All the real ones I've read say the very opposite. Got any names of these "real scientists" who disagree with global warming? Thought not. Of course just being a "real scientist" doesn't make you credible about global warming.
You first. You made some extraordinary claims without mentioning the names of any "real scientists" who do or don't have a vested interest in continuing to feed this hysteria. It is standard operating procedure for a troll to demand evidence and citations which he himself does not provide. Once you provide the proof he then will claim that those aren't real.
I have been through this line several times and you don't play it nearly as well as some of the others have. I first heard of man-made global warming some forty years ago. It was nonsense then and it is nonsense now.
No he didn't. got any evidence? Got a source? Thought not.
Do you watch the news on TV? It was on CTV, CBC and CNN. Its even on the UN website. Are you just trolling? Do you understand how dumb you look to anyone who reads the newspaper or watches the news?
No he didn't. got any evidence? Got a source? Thought not.
I have plenty of evidence and sources as I have been debating this same topic for many years. You will cite your sources and I will cite mine. Are you going to trot out the old hockey stick? The looney left has a long history of exaggerated claims of impending environmental doom. As previously mentioned here it was not so long ago that global cooling was the doomsday scenario. Remember the Club of Rome and their doomsday clock? The oil was supposed to run out in the eighties and then the nineties.
The current orthodoxy is to speak of climate change and not global warming because the recent evidence is that things have cooled a bit.
Global warming hysteria is fueled by inaccurate models and lies and bad statistical analysis. It is big business. There is too much money involved for them to let the truth get in the way.
The summer passes and some signs of some economic recovery can be seen. At least one of the automakers is ramping up production to meet the demand provided by the U.S. Cash for Clunkers program. Another automaker is running a shift (or shifts) on Saturday. An extra days production. I think these are at U.S. plants and I don't know how many shifts a day they run. I would think this should help the parts makers employees as well as the auto makers employees. The American government seems to have provided stimulus for the auto industry and stimulus incentive for the public to buy the product by giving an substantial amount for the trade in (clunker). Those of you who have been reading this thread probably recall I've mentioned the lack of a decent trade in value for vehicles is a deterrent to people buying a new vehicle.

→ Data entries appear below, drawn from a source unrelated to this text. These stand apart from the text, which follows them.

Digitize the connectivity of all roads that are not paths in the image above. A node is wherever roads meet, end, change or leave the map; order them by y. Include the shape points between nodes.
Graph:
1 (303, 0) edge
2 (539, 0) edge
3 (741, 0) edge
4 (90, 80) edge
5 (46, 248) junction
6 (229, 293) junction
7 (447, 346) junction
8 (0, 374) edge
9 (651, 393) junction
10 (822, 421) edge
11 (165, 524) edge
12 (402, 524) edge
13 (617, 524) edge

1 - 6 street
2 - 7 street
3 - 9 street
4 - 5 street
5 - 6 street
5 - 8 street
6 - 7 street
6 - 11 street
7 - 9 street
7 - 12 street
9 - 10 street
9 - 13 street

Cash for Clunkers is a typical government program. Take perfectly good cars, ones that people actually own outright, and demolish them. At the same time "encourage" consumers to purchase "better" (read: more expensive) ones on credit. Of course any of this stuff is at best zero sum, so all those people who don't fall for this scam are obligated to finance those who do. There is no free lunch. If Paul gets a government subsidy, then Peter is going to have to finance it.
It is in the government's interest to get people working more, and consuming more, while taxing them all the way. If the government could get away with it, I think they would try to convince all citizens to yearly demolish every good they own (Cash for Old Clothes! Cash for Old Furniture! Cash for Old Electronic Items!) so that they would be forced to buy them back, thus stimulating the economy and keeping everyone employed, while taxing all that income and consequent consumption.
"Tom is a well known racist, and like most of them he won't admit it, possibly even to himself." - Ed Seedhouse, October 4, 2020.